I did have a growth spurt and I was one of the tallest boys in the Under 13s Rugby team, but alas that was the end and I have remained 5 foot 7 and a half inches ever after and that half inch is very important. My cap size was 6 and seven-eighths, but I don’t really know what that meant. I would have loved to have been a couple of inches taller, but that was not to be. Of course all my four sons are considerably taller than me.
All of these changes I took in my stride, but hair was the one that was a killer. Despite knowing it would come, the arrival of bodily hair was something that you didn’t want to be the first to have, nor the last. Sport was the problem area as we had to have a bath, naked after rugby, or a shower when they became available. These were times when you were vulnerable to the gaze of others of your peers. This was bad enough when you looked just like them, but when you were different that was a problem. Comments would be made, and egos bruised after taunting and ribbing. Luckily I was not the first, but not long after and no attempts to hide evidence would succeed for long. During that second year the balance changed and it was those not yet sporting this new sign of manhood that suffered the jibes and the flicking of the wet towels. Luckily we all grow out of this, but there was considerable eyeing other boys’ development to compare how we had been placed in the pecking order of manhood.

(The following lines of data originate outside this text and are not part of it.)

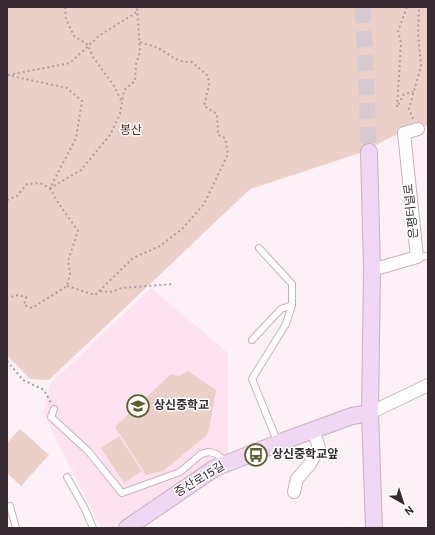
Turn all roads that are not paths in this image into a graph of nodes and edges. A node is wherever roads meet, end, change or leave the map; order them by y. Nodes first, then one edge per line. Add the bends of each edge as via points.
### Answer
1 (418, 129) road end
2 (369, 152) tunnel mouth
3 (259, 248) dead end
4 (422, 257) edge
5 (372, 270) junction
6 (292, 305) junction
7 (252, 340) dead end
8 (428, 386) edge
9 (54, 409) road end
10 (370, 413) junction
11 (313, 430) junction
12 (278, 443) junction
13 (228, 463) junction
14 (67, 477) dead end
15 (294, 492) dead end
16 (10, 506) dead end
17 (16, 528) edge
18 (93, 528) edge
19 (126, 528) edge
20 (374, 528) edge

1 - 4 street, 은평터널로 via 404,133
2 - 5 main road
3 - 6 lane via 292,284
4 - 5 street, 은평터널로
5 - 10 main road
6 - 7 lane via 281,309
6 - 12 lane via 286,324 252,379
8 - 10 street
9 - 13 lane via 51,418 88,451 122,493 180,472 201,454 216,454
10 - 11 main road, 증산로15길 via 352,416
10 - 20 main road
11 - 12 main road, 증산로15길
11 - 15 street via 319,447 310,464 297,479
12 - 13 main road, 증산로15길
13 - 19 main road, 증산로15길 via 215,468
14 - 18 lane
16 - 17 lane

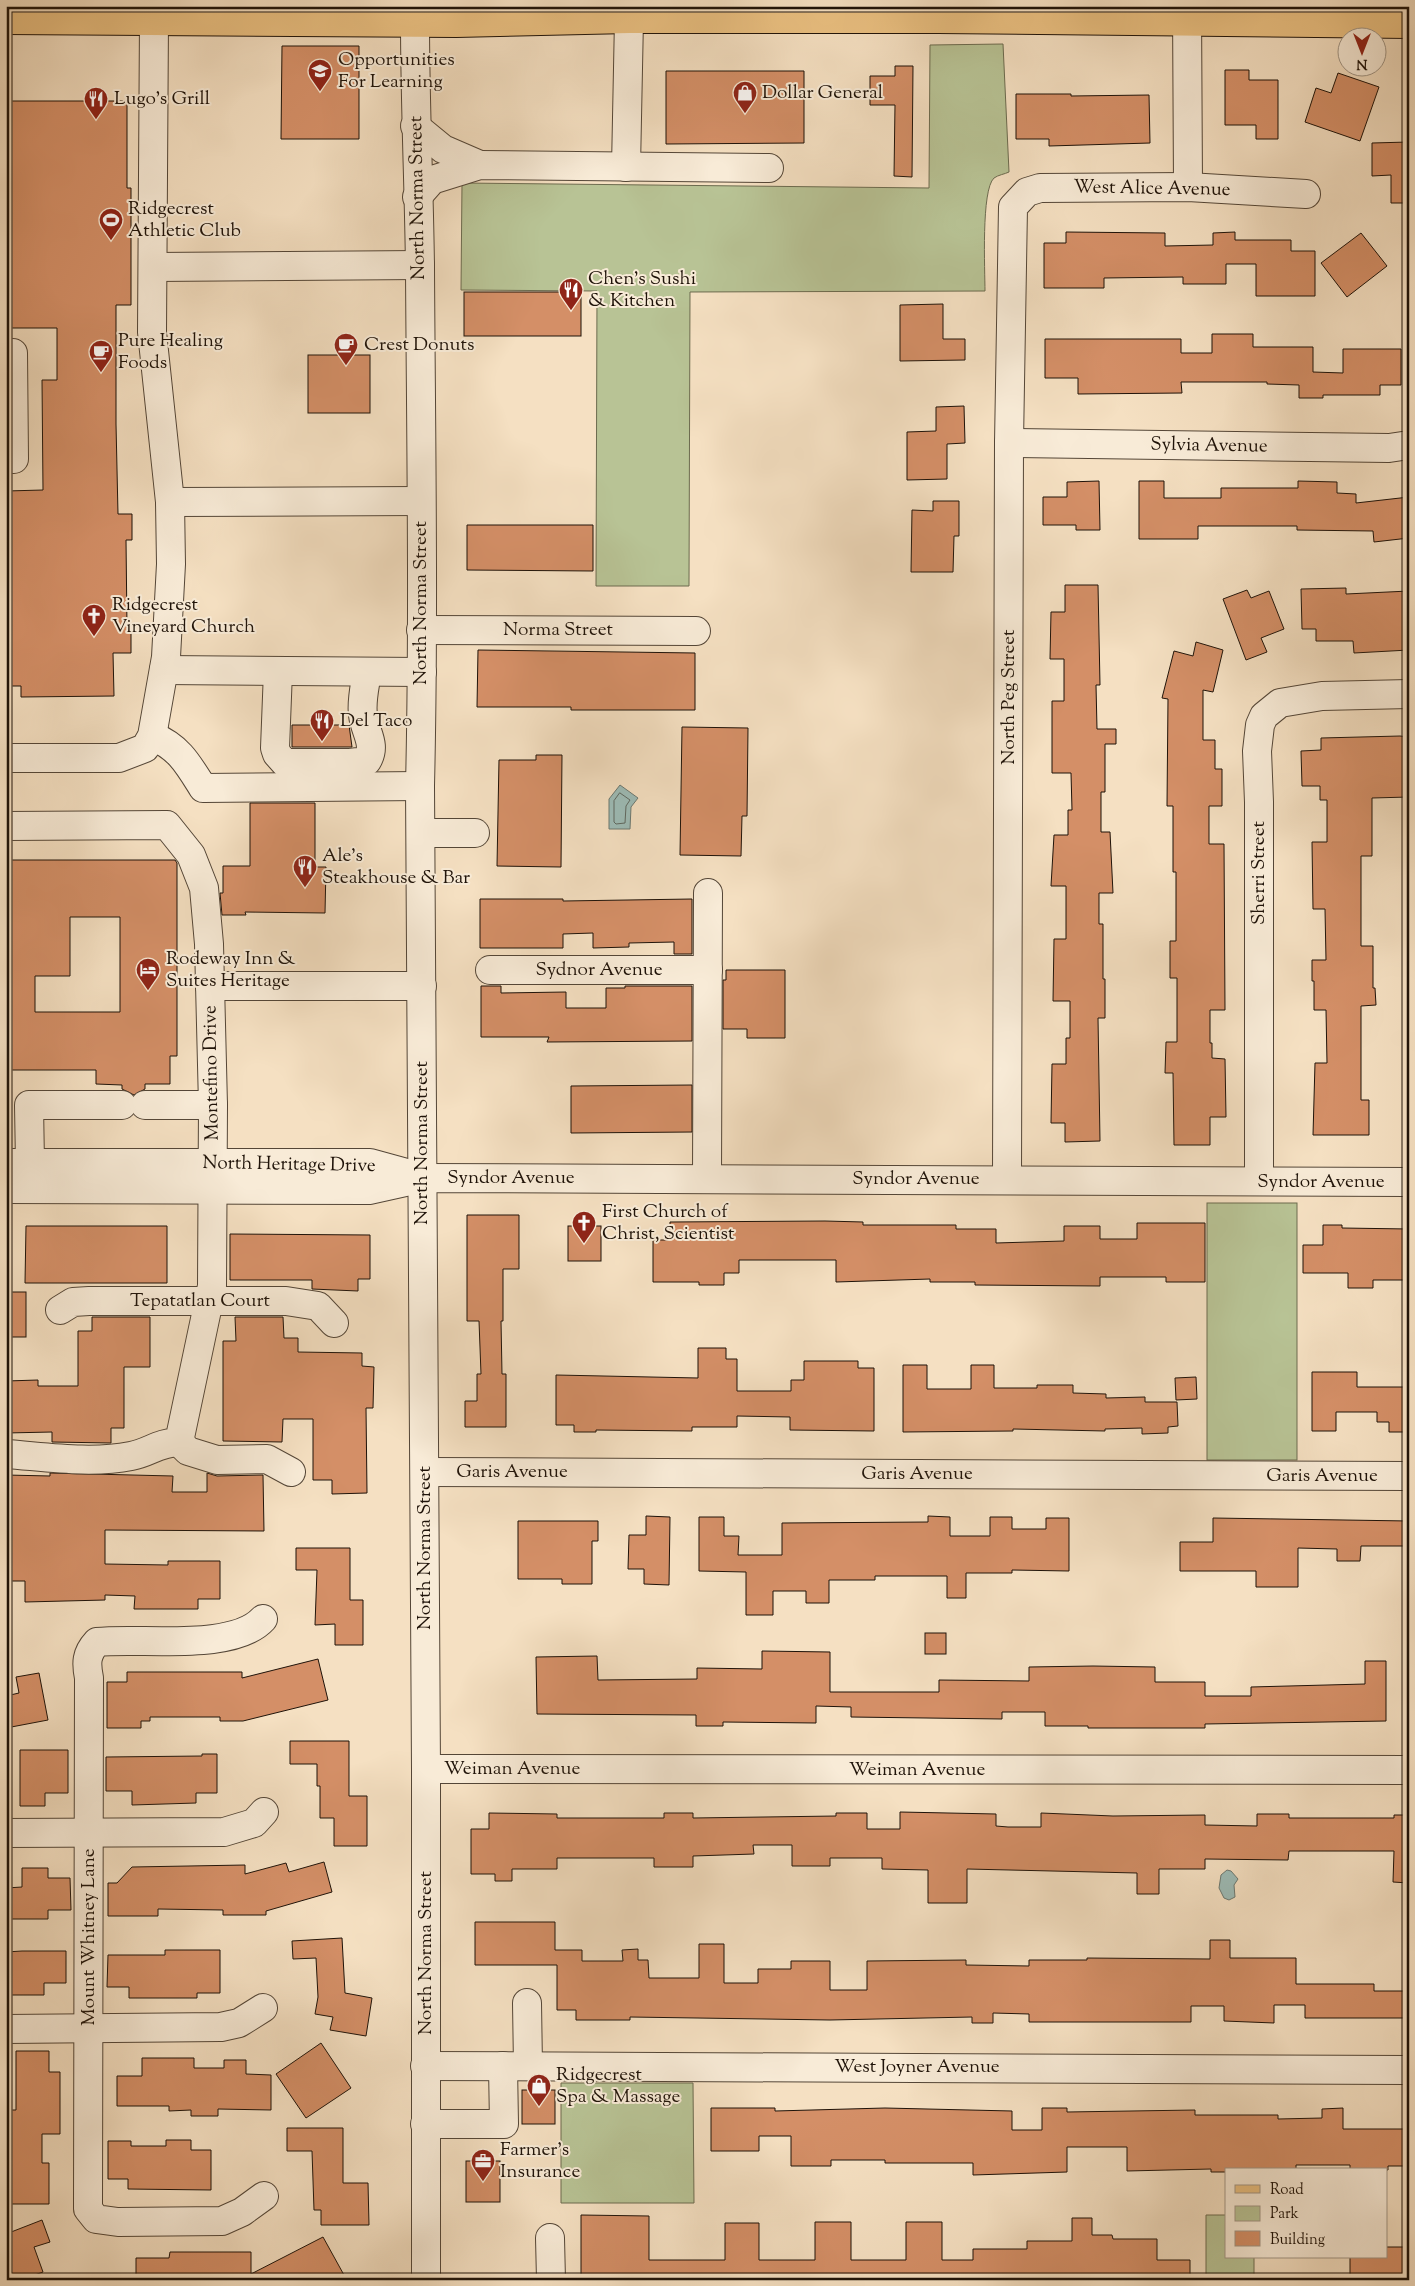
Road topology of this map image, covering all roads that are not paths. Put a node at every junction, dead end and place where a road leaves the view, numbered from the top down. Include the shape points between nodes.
1 (154, 13) edge
2 (938, 13) edge
3 (415, 14) edge
4 (1188, 14) edge
5 (629, 19) junction
6 (6, 20) edge
7 (1409, 24) edge
8 (415, 126) junction
9 (480, 165) junction
10 (626, 167) junction
11 (769, 168) dead end
12 (1188, 186) junction
13 (1306, 194) dead end
14 (417, 197) junction
15 (1012, 215) joint
16 (420, 265) junction
17 (154, 267) junction
18 (13, 353) dead end
19 (1009, 443) junction
20 (1409, 445) edge
21 (6, 459) edge
22 (421, 501) junction
23 (170, 502) junction
24 (421, 630) junction
25 (696, 631) dead end
26 (164, 670) junction
27 (278, 671) junction
28 (367, 672) junction
29 (422, 672) junction
30 (1409, 694) edge
31 (152, 736) junction
32 (6, 758) edge
33 (420, 786) junction
34 (6, 826) edge
35 (421, 832) junction
36 (475, 832) dead end
37 (708, 893) dead end
38 (490, 970) dead end
39 (708, 970) junction
40 (210, 986) junction
41 (422, 986) junction
42 (213, 1105) junction
43 (18, 1163) edge
44 (213, 1164) junction
45 (423, 1178) junction
46 (707, 1179) junction
47 (1008, 1179) junction
48 (1258, 1181) junction
49 (1409, 1182) edge
50 (6, 1189) edge
51 (203, 1190) junction
52 (209, 1300) junction
53 (60, 1310) dead end
54 (334, 1323) dead end
55 (179, 1442) junction
56 (6, 1454) edge
57 (291, 1472) dead end
58 (425, 1472) junction
59 (1409, 1476) edge
60 (263, 1619) dead end
61 (426, 1769) junction
62 (1409, 1770) edge
63 (264, 1812) dead end
64 (88, 1832) junction
65 (6, 1833) edge
66 (528, 2003) dead end
67 (263, 2008) dead end
68 (6, 2029) edge
69 (90, 2029) junction
70 (425, 2066) junction
71 (516, 2066) junction
72 (1409, 2070) edge
73 (425, 2124) junction
74 (264, 2196) dead end
75 (550, 2238) dead end
76 (426, 2280) edge
77 (550, 2280) edge

1 - 3 main road
1 - 6 main road
1 - 17 street
2 - 4 main road
2 - 5 main road
3 - 5 main road
3 - 8 street, North Norma Street
4 - 7 main road
4 - 12 street
5 - 10 street
8 - 9 street via 443,149
8 - 14 street, North Norma Street
9 - 10 street
9 - 14 street via 432,180
10 - 11 street
12 - 13 street, West Alice Avenue
12 - 15 street, West Alice Avenue via 1040,188 1027,192 1013,207
14 - 16 street, North Norma Street
15 - 19 street, North Peg Street
16 - 17 street
16 - 22 street, North Norma Street
17 - 23 street via 152,332
18 - 21 street via 14,459
19 - 20 street, Sylvia Avenue via 1389,448
19 - 47 street, North Peg Street
22 - 23 street
22 - 24 street, North Norma Street
23 - 26 street via 171,564
24 - 25 street, Norma Street
24 - 29 street, North Norma Street
26 - 27 street
26 - 31 street
27 - 28 street
27 - 28 street via 277,754 285,762 341,763 367,761 371,753 371,738 363,716
28 - 29 street
29 - 33 street, North Norma Street
30 - 48 street, Sherri Street via 1322,696 1280,703 1264,716 1260,725 1257,751
31 - 32 street via 145,748 119,758
31 - 33 street via 168,743 186,760 203,788
33 - 35 street, North Norma Street
34 - 40 street, Montefino Drive via 167,825 191,855 204,888
35 - 36 street
35 - 41 street, North Norma Street
37 - 39 street
38 - 39 street, Sydnor Avenue
39 - 46 street
40 - 41 street
40 - 42 street, Montefino Drive
41 - 45 street, North Norma Street
42 - 43 street via 29,1106
42 - 44 street, Montefino Drive
43 - 44 street, North Heritage Drive
44 - 45 street, North Heritage Drive via 370,1163
44 - 51 street, Montefino Drive
45 - 46 street, Syndor Avenue
45 - 51 street, North Heritage Drive via 369,1190
45 - 58 street, North Norma Street
46 - 47 street, Syndor Avenue
47 - 48 street, Syndor Avenue
48 - 49 street, Syndor Avenue
50 - 51 street, North Heritage Drive
51 - 52 street via 192,1277
52 - 53 street, Tepatatlan Court via 88,1300 73,1302
52 - 54 street, Tepatatlan Court via 303,1302 318,1306
52 - 55 street
55 - 56 street via 162,1443 131,1456 97,1460
55 - 57 street via 188,1451 217,1460 267,1459
58 - 59 street, Garis Avenue
58 - 61 street, North Norma Street
60 - 64 street, Mount Whitney Lane via 243,1634 213,1640 97,1642 90,1649 86,1663 89,1678
61 - 62 street, Weiman Avenue
61 - 70 street, North Norma Street
63 - 64 street via 254,1823 224,1832
64 - 65 street
64 - 69 street, Mount Whitney Lane
66 - 71 street
67 - 69 street via 239,2023 221,2027
68 - 69 street
69 - 74 street, Mount Whitney Lane via 87,2196 88,2209 96,2219 118,2222 222,2221
70 - 71 street, West Joyner Avenue
70 - 73 street, North Norma Street
71 - 72 street, West Joyner Avenue
71 - 73 street via 504,2124
73 - 76 street, North Norma Street
75 - 77 street

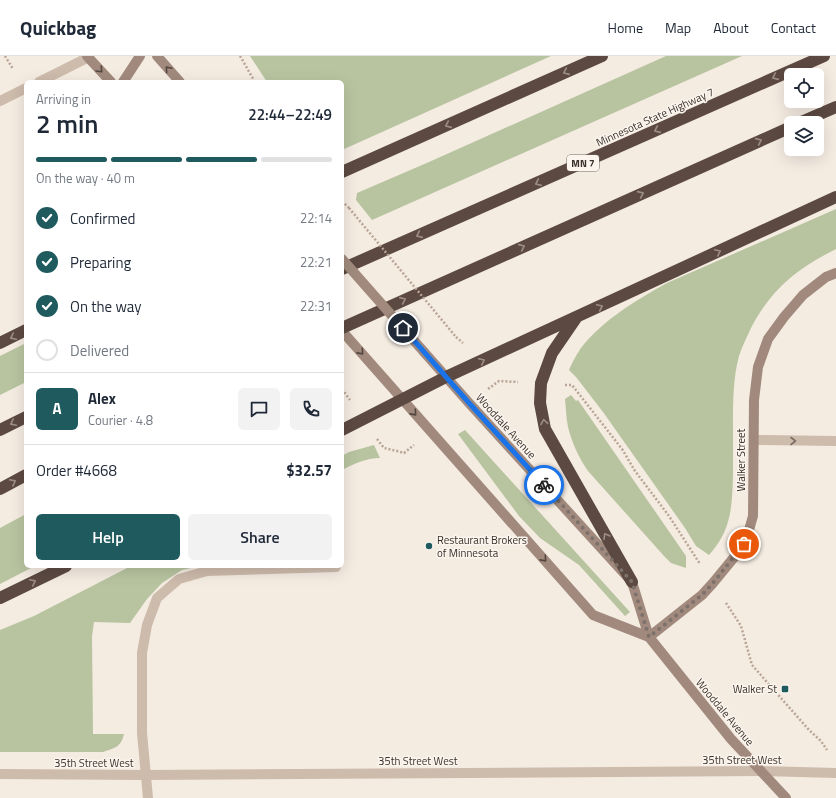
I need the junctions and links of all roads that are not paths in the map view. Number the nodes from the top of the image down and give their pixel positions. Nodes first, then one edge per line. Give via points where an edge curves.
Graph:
1 (140, 56) edge
2 (157, 56) edge
3 (602, 56) edge
4 (824, 56) edge
5 (88, 57) edge
6 (43, 80) edge
7 (109, 80) edge
8 (124, 80) edge
9 (178, 80) edge
10 (24, 89) edge
11 (0, 101) edge
12 (836, 107) edge
13 (815, 116) edge
14 (784, 130) edge
15 (344, 171) edge
16 (836, 197) edge
17 (344, 261) edge
18 (344, 268) edge
19 (836, 272) edge
20 (577, 317) junction
21 (344, 327) edge
22 (24, 331) edge
23 (344, 334) edge
24 (0, 343) edge
25 (446, 377) junction
26 (403, 399) junction
27 (24, 418) edge
28 (344, 429) edge
29 (0, 430) edge
30 (754, 440) junction
31 (836, 441) edge
32 (24, 476) edge
33 (0, 489) edge
34 (62, 568) edge
35 (336, 568) dead end
36 (632, 582) junction
37 (0, 598) edge
38 (649, 637) junction
39 (761, 771) junction
40 (836, 773) edge
41 (0, 774) edge
42 (146, 775) junction
43 (148, 798) edge
44 (786, 798) edge

1 - 8 street
9 -> 2 street
3 -> 15 highway
4 -> 18 highway, Minnesota State Highway 7 / MN 7
5 - 6 street
5 -> 7 street
10 - 11 street
12 - 13 highway
21 -> 14 highway
20 -> 16 highway
17 - 25 street, Wooddale Avenue, bridge
19 - 30 street, Walker Street via 803,295 768,339 758,367 754,400
25 -> 20 highway
36 -> 20 highway via 545,429 540,403 541,383 552,353
22 -> 24 highway
23 -> 26 street, Wooddale Avenue
25 - 26 highway
25 - 36 street, Wooddale Avenue
26 - 28 highway
26 -> 38 street, Wooddale Avenue via 593,615
27 -> 29 highway
30 -> 31 street
30 - 38 street, Walker Street via 753,516 744,544 702,595
33 -> 32 highway
37 -> 34 highway
35 - 42 street via 207,571 179,579 157,598 147,625 142,653 142,733
36 - 38 street, Wooddale Avenue
38 - 39 street, Wooddale Avenue via 731,739
39 - 40 street, 35th Street West
39 - 42 street, 35th Street West
39 - 44 street, Wooddale Avenue
41 - 42 street, 35th Street West
42 - 43 street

With the changes came the question of hygiene and teenage boys have a strong aroma that any teacher entering a warm classroom towards the end of the day can testify is choking. Teenage girls don’t seem to notice and I can only assume they lose their sense of smell for a few years. Mothers often make the fact that they smell known to their sons and deodorant is introduced. Never doing things by halves, boys take to it with gusto. This is aided and abetted by advertisers who know how to win boys over. The right deodorant copiously applied can attract beautiful ladies, make them uncontrollable with desire and throw themselves at the spottiest, least attractive young man. Teenage boys believe this with a passion and Brut was more than liberally added to the natural bodily smells. For some reason, boys don’t quite get that changing clothes, bathing and showering would have far more beneficial effects, so they drown in the pungent deodorant and sprays.
To add insult to injury, becoming self aware is assailed by the eruption of pimples. I don’t think anyone really avoids the dreaded spots, but some suffer more severely than others. I remember knowing each one as a mark of horror, but I am not sure that other people really noticed.
For many of us this was a difficult time, but a necessary one. No matter how hard it was for us, it was much harder for our parents as they had to suffer us, our moods, irrational behaviour and unkindness towards them. I think most boys, or at least I did, spend the rest of their lives regretting what they said and did to their mothers, but being a boy I can’t speak for girls.